The first of my two concerns previously was that Premier Shakes might not be able to grow as much as expected, even with more capacity coming online. Clearly, I underestimated the brand's strength and underlying demand. Improved capacity literally translated to more demand. As such, I am now turning bullish on the growth prospect and believe that Premier is positioned for continued strong growth in FY24 as BRBR. There are a couple of reasons for my change of stance:

  1. BRBR is going to continue expanding production capacity, which should translate into growth as the constraint is supply and not demand.
  2. BRBR is gaining more shelf space, which means more capacity to sell to consumers.
  3. Relaunched products and seasonal offerings are gaining traction, which should help with near-term sales growth.
  4. BRBR is restarting its promotion engine, which should help drive demand.

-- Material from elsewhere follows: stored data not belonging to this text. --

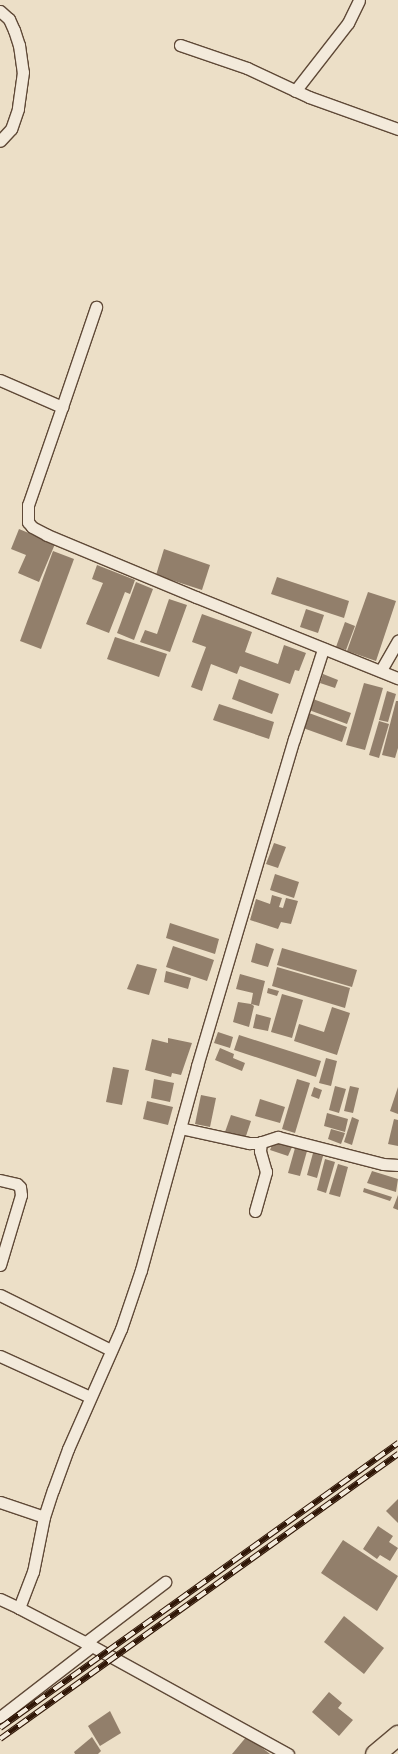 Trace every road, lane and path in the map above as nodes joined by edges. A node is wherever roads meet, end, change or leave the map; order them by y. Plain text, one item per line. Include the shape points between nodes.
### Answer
1 (359, 0) edge
2 (0, 11) edge
3 (180, 45) dead end
4 (296, 91) junction
5 (398, 129) edge
6 (0, 141) edge
7 (96, 307) dead end
8 (0, 380) edge
9 (62, 407) junction
10 (398, 640) edge
11 (323, 649) junction
12 (381, 670) junction
13 (398, 678) edge
14 (180, 1128) junction
15 (261, 1142) junction
16 (398, 1165) edge
17 (0, 1180) edge
18 (255, 1211) dead end
19 (0, 1265) edge
20 (0, 1295) edge
21 (111, 1350) junction
22 (0, 1356) edge
23 (90, 1397) junction
24 (0, 1502) edge
25 (44, 1517) junction
26 (165, 1582) dead end
27 (0, 1599) edge
28 (19, 1608) junction
29 (89, 1644) junction
30 (0, 1717) edge
31 (398, 1735) edge
32 (288, 1754) edge
33 (375, 1754) edge

1 - 4 street via 348,23
2 - 6 street via 14,30 23,72 18,109 8,134
3 - 4 street via 246,68
4 - 5 street
7 - 9 street
8 - 9 street
9 - 11 street via 28,505 28,522 32,527
10 - 12 street
11 - 12 street
11 - 14 street
12 - 13 street
14 - 15 street via 249,1143
14 - 21 street via 141,1270
15 - 16 street via 278,1137
15 - 18 street via 266,1172
17 - 19 street via 17,1184 21,1194
20 - 21 street
21 - 23 street
22 - 23 street
23 - 25 street
24 - 25 street
25 - 28 street via 33,1572
26 - 29 street
27 - 28 street
28 - 29 street
29 - 30 street
29 - 32 street
31 - 33 highway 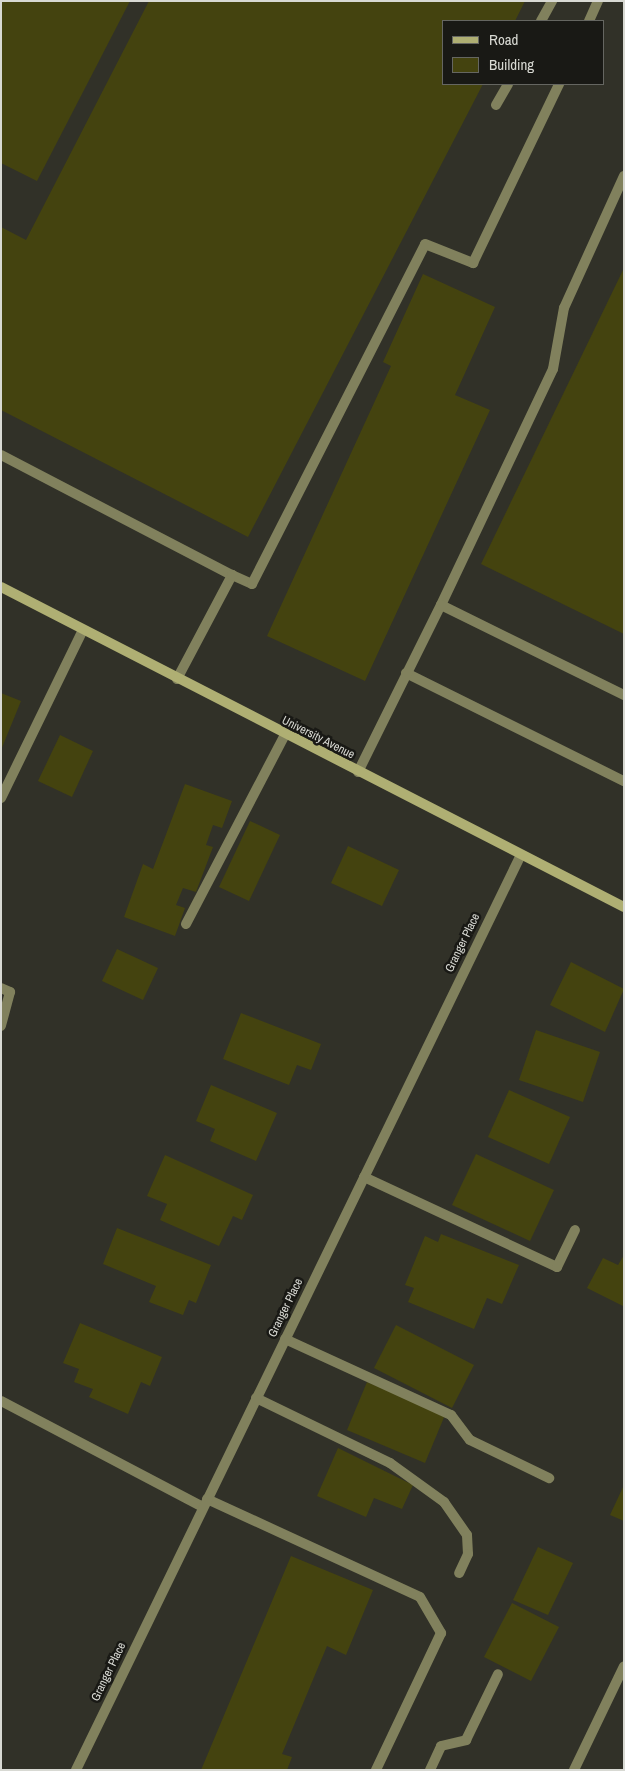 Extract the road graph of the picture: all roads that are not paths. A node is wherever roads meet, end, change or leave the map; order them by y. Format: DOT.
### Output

With regards to point (1), expansion plans are well on track, as BRBR added 17% capacity in FY23, which is well ahead of its low-double-digit target. In FY24, management is expecting to add an additional 20% capacity. I believe this target is easily achievable as 40% of the 20% expected increase is due to the timing of capacity expansion in FY23 (i.e., FY24 sees an easy FY23 comp), and 20% of the expected increase is expected to come from ramping up of new capacity in FY23 (since the facilities are already built and running, ramping up should not see much hurdle). With these, 60% of the 20% expected capacity increase (20% * 60% = 12%) is pretty much in the bag. As such, the risk of missing the 20% capacity expansion target is limited to 8% (20% - 12%). This 8% is expected to come from Post's greenfield facility coming online in 1Q24 and two existing partners adding lines. Given the performance in FY23, I think this should not be a big concern. The better news is that BRBR would not need to add more capacity until late FY25 if FY24 capacity grows as planned. Which means there are no major hurdles to the growth outlook in the near term.

As for Dymatize, my concern regarding sell-in vs. sell-through came true to a certain extent.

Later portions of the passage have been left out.